Physical Examination

• Vital signs: temperature 98.7, blood pressure 122/69, heart rate 72 bpm, respirations 18, 99% on room air, weight 182 pounds

• General: A&Ox3, no acute distress, well nourished, steady gait, erect posture

• HEENT: Normocephalic, atraumatic; mild frontal and maxillary sinus pressure noted during palpation; bilateral canals patent without erythema or edema; right tympanic membrane dull in appearance, bulging, and intact, no injection noted; left tympanic membrane pearly gray in appearance, intact, and noted at the 7 o’clock position without injection or bulging; conjunctiva slightly injected and watery; moderate amount of clear drainage noted in bilateral nares, turbinates visible which are gray and boggy in appearance; posterior oropharynx pink in color without erythema or exudate, tonsils 1+

• Neck: non-tender; no lymphadenopathy noted; thyroid non-palpable

• Cardiovascular: S1 & S2 auscultated, heart rate regular in rhythm; no bruits, murmurs, clicks, heaves, or thrills noted; no edema

• Respiratory: Clear to auscultation in all lobes; no adventitious sounds noted

• Skin/extremities: Warm, dry, and intact; no lesions, rashes, or ulcerations noted; pedal pulses 2+ bilaterally; capillary refill <3 sec in upper and lower extremities

• Neuro/Psych: appropriately dressed for the weather, pleasant mood, well-groomed

This patient was started on Claritin 10mg, 1 tablet PO daily, #30, 3 refills.
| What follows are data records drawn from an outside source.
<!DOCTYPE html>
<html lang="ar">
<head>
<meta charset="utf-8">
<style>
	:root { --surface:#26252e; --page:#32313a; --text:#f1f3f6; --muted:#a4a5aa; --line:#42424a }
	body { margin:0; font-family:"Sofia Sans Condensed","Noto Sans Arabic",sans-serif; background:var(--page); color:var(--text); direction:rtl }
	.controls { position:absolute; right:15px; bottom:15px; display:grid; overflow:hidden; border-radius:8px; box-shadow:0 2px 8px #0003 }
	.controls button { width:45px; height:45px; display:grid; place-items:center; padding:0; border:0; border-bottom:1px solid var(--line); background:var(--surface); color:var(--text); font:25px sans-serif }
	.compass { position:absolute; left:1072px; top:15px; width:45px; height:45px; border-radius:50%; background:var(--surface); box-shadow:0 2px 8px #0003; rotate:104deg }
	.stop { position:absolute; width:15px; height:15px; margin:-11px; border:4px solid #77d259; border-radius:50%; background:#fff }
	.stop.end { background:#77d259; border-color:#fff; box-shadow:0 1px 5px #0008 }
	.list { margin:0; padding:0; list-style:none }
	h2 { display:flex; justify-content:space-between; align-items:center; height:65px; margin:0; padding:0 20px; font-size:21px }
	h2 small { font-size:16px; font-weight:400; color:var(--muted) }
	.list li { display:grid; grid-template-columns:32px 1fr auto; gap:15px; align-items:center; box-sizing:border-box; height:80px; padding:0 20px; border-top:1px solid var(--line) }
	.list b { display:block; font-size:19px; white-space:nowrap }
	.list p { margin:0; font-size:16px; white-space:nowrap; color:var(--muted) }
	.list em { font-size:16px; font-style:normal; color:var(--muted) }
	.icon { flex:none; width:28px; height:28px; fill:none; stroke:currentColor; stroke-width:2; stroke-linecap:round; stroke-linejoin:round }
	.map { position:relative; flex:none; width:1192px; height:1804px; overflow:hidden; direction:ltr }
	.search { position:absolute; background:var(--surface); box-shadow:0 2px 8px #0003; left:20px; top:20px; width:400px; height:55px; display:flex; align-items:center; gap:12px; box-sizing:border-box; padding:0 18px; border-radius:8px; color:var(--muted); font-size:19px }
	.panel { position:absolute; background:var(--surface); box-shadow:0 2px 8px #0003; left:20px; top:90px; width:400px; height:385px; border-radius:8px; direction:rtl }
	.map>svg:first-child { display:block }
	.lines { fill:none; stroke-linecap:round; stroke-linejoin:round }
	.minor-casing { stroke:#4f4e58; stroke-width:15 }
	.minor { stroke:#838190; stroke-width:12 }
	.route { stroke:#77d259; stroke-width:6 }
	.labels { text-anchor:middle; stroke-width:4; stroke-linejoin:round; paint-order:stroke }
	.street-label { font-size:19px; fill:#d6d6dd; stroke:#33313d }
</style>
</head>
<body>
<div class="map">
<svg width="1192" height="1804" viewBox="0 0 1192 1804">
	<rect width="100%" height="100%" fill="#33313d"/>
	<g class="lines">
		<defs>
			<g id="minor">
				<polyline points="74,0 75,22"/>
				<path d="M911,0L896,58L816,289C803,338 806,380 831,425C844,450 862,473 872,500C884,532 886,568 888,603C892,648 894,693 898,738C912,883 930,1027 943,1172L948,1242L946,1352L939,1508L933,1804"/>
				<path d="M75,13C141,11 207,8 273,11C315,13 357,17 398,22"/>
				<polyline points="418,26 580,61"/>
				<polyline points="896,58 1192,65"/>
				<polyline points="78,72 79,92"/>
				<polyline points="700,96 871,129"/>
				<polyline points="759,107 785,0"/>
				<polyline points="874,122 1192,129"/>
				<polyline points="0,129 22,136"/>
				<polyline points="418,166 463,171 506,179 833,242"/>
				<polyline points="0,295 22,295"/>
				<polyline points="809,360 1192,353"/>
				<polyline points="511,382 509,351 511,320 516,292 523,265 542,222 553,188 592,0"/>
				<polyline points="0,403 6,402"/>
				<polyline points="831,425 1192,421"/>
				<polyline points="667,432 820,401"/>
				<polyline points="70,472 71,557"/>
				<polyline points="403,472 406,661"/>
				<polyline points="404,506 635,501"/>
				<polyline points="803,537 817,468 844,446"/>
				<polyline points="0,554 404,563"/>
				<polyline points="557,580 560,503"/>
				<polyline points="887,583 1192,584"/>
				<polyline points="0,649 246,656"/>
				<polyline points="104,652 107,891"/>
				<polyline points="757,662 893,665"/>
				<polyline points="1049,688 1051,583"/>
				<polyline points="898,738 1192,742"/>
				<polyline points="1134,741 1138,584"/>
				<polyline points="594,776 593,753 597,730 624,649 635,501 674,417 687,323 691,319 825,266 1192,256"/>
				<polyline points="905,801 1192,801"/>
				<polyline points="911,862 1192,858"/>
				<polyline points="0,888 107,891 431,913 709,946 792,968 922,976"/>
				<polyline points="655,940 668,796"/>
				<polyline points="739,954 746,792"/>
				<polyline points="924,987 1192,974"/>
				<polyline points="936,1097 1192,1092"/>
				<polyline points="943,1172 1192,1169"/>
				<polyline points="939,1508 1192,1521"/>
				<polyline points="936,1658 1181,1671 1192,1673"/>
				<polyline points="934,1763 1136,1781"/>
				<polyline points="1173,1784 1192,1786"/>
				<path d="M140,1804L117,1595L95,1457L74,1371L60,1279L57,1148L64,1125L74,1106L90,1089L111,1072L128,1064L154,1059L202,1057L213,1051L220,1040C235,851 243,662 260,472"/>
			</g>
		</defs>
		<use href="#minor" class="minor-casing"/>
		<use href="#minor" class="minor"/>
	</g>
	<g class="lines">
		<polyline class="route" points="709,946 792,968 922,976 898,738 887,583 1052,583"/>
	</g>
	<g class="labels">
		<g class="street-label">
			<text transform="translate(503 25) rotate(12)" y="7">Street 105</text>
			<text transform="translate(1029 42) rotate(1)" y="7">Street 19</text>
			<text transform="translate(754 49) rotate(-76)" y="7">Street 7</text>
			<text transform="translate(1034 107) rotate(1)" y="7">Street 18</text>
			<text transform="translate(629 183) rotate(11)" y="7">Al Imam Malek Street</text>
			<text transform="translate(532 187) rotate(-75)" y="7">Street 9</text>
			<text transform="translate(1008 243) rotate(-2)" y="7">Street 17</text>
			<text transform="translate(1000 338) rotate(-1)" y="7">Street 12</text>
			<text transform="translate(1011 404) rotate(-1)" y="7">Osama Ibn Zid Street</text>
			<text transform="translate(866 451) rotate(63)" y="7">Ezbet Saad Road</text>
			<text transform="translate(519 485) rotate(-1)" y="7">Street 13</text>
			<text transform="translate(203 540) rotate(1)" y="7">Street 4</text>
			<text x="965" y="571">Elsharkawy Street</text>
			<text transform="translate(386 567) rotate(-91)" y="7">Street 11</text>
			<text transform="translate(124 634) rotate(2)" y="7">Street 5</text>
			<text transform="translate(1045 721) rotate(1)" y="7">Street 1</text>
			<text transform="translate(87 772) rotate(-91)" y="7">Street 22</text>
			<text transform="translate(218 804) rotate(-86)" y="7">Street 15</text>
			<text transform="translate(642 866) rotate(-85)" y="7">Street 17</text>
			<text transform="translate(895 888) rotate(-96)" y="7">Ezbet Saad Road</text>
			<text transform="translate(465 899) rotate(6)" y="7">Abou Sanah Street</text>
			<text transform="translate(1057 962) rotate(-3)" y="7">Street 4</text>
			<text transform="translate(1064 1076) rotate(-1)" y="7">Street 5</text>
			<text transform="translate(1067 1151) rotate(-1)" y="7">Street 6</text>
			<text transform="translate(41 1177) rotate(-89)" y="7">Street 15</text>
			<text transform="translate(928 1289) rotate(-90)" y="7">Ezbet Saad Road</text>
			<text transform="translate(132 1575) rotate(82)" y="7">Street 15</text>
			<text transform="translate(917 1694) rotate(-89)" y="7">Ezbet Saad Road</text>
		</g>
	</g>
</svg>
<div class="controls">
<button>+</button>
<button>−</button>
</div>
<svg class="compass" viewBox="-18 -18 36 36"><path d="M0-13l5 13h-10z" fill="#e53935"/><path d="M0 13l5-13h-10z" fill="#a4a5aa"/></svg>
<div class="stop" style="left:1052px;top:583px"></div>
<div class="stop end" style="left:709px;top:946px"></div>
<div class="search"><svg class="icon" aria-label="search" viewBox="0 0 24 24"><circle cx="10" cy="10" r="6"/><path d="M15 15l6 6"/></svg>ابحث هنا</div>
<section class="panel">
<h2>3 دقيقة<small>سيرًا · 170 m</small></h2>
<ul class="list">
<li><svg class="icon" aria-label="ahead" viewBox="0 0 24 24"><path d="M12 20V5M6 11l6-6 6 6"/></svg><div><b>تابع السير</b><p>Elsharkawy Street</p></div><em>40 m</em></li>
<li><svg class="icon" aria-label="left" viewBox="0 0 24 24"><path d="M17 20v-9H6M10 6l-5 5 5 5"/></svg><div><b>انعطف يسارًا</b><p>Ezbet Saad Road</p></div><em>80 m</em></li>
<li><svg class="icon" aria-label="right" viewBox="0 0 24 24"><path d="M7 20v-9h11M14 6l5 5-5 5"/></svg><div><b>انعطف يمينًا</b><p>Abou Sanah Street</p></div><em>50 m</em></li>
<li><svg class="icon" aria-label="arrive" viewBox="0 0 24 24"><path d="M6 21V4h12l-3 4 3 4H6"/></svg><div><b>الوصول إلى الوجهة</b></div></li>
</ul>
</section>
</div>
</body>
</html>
She was also started on Nasonex 50mcg/spray, 2 sprays in each nostril daily, dispense one bottle, 3 refills. She should follow up within 2-3 weeks or earlier if symptoms worsen after 3-4 days. If she does not respond to these medications or if symptoms continue despite being on medication, a referral to an allergist may be warranted (Cash & Glass, 2017). Some contemporary alternative medications and treatments that can be used for allergic rhinitis are cinnamon bark, Benifuuki green tea, and Capsaicin (Bielory, 2017).
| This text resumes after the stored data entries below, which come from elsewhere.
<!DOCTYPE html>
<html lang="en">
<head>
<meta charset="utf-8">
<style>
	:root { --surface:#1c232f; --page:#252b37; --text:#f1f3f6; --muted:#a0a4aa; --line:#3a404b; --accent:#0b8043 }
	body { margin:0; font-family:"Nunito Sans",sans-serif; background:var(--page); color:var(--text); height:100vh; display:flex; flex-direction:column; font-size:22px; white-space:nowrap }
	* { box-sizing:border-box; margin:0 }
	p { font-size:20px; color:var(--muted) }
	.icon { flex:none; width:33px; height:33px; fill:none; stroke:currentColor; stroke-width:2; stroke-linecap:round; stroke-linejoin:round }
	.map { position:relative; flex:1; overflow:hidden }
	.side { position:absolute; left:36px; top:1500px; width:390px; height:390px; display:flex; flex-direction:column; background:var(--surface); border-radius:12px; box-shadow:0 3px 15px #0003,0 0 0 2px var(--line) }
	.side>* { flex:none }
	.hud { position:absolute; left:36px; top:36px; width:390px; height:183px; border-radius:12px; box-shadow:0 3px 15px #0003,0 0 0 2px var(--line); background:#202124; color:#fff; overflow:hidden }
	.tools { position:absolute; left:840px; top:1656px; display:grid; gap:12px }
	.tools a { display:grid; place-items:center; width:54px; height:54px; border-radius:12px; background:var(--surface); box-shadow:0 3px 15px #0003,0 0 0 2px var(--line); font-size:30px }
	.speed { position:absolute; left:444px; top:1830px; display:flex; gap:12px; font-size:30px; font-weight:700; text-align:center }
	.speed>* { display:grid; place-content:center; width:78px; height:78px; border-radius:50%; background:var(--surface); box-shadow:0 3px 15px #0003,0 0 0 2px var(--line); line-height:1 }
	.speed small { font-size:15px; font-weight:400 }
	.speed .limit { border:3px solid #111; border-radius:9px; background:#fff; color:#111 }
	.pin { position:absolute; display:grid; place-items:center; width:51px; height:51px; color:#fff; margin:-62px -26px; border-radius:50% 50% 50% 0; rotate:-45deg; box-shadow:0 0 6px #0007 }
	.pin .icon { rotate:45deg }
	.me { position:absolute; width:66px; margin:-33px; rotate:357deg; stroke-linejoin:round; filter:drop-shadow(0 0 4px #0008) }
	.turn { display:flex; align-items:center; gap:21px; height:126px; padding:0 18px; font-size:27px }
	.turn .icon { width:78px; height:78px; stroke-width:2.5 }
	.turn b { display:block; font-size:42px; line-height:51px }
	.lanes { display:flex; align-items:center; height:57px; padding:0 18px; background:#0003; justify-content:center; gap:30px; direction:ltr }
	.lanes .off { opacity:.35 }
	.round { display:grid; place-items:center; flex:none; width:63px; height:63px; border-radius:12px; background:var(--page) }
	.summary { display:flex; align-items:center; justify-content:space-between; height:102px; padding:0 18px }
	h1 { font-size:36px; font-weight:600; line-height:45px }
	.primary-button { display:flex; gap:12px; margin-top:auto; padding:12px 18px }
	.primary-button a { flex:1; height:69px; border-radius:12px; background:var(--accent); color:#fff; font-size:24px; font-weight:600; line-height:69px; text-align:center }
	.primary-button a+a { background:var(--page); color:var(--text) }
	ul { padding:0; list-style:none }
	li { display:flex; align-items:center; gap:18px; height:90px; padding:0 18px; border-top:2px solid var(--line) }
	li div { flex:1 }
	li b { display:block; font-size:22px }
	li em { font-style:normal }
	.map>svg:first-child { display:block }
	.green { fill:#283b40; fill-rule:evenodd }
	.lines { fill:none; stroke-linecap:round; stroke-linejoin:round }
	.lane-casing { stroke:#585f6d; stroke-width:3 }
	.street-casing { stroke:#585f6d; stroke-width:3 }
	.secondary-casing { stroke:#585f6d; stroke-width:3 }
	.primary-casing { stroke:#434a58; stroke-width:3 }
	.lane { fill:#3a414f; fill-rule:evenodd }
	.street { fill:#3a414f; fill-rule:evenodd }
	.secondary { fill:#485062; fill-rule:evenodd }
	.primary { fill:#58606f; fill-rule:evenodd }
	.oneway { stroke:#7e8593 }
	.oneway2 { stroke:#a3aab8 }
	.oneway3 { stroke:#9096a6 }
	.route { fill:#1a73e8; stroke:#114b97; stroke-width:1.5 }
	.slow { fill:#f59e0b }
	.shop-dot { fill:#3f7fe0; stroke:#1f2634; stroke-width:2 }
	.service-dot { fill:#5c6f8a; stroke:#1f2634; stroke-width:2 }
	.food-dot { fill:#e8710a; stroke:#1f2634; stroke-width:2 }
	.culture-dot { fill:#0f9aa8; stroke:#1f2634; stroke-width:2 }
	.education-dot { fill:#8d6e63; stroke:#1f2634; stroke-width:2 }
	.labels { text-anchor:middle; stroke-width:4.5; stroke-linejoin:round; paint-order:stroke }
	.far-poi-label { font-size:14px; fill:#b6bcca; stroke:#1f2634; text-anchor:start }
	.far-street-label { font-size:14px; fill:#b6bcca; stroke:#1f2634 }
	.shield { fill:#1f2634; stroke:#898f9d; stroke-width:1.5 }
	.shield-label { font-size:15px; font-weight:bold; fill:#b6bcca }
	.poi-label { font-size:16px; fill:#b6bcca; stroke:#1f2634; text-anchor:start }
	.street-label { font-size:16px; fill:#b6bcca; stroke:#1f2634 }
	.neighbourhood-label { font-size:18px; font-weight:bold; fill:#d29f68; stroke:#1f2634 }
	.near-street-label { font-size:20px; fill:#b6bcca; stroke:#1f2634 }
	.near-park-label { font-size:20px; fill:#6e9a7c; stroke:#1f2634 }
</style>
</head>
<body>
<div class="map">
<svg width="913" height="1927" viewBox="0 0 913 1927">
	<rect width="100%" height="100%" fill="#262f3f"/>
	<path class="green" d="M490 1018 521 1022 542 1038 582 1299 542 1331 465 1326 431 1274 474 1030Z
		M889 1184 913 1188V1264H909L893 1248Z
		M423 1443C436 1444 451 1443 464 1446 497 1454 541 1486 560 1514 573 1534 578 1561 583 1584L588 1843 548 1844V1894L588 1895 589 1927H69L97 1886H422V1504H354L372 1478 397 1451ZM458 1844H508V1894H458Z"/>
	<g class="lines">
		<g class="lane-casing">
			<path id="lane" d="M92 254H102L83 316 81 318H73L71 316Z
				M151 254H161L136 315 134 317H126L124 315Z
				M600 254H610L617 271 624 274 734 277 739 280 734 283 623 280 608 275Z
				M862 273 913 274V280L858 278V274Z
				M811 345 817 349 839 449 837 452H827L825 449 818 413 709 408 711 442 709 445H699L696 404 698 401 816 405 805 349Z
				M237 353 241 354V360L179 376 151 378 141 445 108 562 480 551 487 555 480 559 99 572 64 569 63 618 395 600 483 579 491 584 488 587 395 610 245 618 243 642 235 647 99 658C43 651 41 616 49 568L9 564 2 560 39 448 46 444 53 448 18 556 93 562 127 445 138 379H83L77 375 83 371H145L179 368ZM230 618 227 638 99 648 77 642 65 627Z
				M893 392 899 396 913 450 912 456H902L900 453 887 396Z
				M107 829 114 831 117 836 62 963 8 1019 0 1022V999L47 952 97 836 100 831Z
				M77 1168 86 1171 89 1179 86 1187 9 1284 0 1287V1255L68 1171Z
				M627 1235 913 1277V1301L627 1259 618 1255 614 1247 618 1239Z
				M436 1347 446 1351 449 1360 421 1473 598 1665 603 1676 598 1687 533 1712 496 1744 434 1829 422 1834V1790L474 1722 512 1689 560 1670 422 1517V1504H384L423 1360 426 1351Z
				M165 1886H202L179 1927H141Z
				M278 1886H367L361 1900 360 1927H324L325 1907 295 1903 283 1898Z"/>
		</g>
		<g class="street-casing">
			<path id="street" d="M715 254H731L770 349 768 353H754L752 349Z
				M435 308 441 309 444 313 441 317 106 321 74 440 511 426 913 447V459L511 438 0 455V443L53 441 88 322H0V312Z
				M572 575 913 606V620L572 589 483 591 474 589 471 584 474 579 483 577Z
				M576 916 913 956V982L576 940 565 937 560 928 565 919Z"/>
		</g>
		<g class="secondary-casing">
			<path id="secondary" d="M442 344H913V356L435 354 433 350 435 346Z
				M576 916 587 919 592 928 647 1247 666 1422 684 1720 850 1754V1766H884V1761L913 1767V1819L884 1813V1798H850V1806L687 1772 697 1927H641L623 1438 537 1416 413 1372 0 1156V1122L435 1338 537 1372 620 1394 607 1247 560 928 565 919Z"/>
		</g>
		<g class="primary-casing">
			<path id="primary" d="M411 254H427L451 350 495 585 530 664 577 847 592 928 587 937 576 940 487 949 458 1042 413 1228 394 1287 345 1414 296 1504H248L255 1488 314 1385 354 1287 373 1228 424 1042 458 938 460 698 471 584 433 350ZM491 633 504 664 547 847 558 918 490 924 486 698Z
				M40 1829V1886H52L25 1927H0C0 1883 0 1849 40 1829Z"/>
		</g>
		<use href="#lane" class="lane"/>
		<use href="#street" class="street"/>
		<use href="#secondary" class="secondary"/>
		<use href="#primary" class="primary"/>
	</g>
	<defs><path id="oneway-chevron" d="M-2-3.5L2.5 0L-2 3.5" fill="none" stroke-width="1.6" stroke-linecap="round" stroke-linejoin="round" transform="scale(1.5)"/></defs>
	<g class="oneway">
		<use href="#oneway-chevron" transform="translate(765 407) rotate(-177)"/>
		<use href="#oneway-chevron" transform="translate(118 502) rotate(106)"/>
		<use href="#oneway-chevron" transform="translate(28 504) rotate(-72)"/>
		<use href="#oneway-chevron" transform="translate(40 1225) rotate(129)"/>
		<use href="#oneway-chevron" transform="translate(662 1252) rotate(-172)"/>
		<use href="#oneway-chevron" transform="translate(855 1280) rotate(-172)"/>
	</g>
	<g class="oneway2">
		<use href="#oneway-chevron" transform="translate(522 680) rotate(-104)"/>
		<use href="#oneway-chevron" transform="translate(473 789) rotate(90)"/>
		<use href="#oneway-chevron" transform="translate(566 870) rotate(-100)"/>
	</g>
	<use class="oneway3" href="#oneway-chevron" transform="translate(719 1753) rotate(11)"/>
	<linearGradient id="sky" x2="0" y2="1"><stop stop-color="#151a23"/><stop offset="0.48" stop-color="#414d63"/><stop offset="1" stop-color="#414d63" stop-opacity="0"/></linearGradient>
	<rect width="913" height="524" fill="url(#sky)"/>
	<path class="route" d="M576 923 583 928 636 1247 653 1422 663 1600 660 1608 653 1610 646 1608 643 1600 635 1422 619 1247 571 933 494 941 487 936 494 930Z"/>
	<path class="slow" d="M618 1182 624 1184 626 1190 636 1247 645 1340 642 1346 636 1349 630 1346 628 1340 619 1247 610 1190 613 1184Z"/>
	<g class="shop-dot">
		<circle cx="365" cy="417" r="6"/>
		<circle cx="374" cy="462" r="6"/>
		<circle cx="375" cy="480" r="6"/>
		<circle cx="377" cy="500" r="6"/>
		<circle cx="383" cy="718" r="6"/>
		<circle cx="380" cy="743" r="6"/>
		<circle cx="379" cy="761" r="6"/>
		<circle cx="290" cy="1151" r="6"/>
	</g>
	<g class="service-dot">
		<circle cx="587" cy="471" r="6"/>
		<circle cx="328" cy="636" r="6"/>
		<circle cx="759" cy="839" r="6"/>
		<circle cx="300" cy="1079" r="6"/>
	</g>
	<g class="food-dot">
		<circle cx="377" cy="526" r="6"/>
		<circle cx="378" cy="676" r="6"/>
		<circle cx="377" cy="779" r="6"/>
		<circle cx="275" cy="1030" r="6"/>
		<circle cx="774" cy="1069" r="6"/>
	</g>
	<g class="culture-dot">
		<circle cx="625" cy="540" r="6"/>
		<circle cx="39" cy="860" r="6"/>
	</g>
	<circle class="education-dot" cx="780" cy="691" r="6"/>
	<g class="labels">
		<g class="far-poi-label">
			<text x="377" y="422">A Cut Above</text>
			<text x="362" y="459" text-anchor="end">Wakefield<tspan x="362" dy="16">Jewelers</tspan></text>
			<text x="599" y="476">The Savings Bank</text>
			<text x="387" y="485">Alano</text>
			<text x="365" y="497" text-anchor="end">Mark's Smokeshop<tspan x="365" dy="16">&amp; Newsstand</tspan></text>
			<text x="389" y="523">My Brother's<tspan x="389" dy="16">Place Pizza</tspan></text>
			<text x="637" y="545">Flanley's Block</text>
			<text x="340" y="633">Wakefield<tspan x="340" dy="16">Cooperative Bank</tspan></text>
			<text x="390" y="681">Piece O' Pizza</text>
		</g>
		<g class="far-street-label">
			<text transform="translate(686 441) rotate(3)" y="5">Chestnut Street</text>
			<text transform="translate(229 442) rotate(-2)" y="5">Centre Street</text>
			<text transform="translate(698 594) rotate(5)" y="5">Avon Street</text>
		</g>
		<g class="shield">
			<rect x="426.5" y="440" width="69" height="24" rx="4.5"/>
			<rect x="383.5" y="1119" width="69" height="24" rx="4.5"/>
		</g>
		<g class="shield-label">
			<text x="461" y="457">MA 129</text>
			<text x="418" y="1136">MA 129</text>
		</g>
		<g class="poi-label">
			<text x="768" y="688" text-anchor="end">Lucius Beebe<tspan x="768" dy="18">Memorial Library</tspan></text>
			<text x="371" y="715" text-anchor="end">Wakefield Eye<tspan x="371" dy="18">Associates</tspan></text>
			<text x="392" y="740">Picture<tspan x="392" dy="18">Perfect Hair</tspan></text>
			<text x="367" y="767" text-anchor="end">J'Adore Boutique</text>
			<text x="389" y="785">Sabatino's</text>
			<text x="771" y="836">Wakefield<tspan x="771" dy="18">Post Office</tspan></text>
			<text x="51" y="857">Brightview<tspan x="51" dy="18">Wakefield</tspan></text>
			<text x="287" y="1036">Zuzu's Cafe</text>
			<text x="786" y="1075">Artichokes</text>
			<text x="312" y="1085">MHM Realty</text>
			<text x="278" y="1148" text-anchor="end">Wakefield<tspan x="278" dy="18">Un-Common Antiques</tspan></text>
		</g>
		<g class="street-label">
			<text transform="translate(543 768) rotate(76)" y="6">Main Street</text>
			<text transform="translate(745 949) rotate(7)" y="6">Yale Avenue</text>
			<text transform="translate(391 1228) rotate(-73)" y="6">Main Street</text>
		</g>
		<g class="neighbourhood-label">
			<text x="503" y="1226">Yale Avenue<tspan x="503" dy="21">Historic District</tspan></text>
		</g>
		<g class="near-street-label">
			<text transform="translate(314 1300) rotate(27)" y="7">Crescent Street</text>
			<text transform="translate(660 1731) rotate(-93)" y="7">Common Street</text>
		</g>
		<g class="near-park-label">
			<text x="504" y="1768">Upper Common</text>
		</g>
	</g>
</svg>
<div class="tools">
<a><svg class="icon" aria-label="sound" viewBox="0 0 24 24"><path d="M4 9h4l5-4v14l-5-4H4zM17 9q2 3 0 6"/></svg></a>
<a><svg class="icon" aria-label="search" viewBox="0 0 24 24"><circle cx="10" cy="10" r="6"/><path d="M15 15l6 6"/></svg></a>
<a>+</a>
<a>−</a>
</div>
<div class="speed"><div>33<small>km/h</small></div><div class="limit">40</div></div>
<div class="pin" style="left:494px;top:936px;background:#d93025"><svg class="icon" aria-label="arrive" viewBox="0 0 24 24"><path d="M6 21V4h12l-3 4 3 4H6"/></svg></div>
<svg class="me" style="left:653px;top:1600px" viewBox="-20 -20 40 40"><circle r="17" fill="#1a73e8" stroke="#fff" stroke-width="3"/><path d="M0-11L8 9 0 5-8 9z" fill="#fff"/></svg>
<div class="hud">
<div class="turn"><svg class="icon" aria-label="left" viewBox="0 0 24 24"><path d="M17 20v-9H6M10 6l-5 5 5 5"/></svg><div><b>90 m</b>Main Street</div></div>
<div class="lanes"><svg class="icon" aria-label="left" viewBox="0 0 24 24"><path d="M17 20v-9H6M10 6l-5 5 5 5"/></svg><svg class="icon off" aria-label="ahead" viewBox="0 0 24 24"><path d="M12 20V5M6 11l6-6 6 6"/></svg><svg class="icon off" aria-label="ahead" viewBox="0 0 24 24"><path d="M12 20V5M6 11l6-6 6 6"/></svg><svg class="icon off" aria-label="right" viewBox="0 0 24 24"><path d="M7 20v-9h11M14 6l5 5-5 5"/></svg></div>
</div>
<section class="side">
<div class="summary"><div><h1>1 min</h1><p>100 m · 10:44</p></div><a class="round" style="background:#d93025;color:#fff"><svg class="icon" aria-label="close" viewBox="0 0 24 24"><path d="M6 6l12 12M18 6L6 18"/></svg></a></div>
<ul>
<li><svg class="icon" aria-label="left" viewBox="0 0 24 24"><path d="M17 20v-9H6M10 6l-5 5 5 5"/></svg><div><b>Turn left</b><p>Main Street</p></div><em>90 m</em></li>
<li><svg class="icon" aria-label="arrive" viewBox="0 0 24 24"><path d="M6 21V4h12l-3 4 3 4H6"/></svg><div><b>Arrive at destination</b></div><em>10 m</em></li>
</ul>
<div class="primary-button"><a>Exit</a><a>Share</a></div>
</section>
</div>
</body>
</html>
​This patient presented with symptoms that could be associated with bacterial sinusitis, nonallergic rhinitis, and viral rhinosinusitis. However, the symptoms of clear rhinorrhea, itchy eyes, boggy turbinates, ear fullness, and the fact that she is afebrile leads to the diagnosis of allergic rhinitis. She also states that symptoms seem to be worse when she is outside working in the yard and she states she has a history of childhood allergies, which also is associated with allergic rhinitis (Ryan, 2016).

​Evidenced based practice states that the first line treatment for allergic rhinitis is antihistamines (H1 receptor antagonists) in conjunction with intranasal steroids. After beginning treatment, the symptoms should begin to resolve after 3 days of treatment. If the patient does not respond to treatment, she should be referred to an allergist for possible immunotherapy after identifying the specific problem allergens (Cash & Glass, 2017). The only cultural or ethnical issues to consider would be relating to the contemporary and alternative medication options since some cultures would not want to try these types of treatments due to their own beliefs and practices. The patient could continue to improve the symptoms in the future by continuing to take the antihistamine that is prescribed, especially during times when outdoor allergens are increasingly present. This issue impacts the community tremendously. Many individuals react to outdoor allergens which are seasonal and become ill due to them. Allergic rhinitis can lead to other illnesses such as otitis media, which is another way that it impacts families and the community. Implications for research could include determining which antihistamine works better for certain allergens and certain individuals. There are no cultural issues involved in the proposed health promotion plan (Wallace et al., 2017).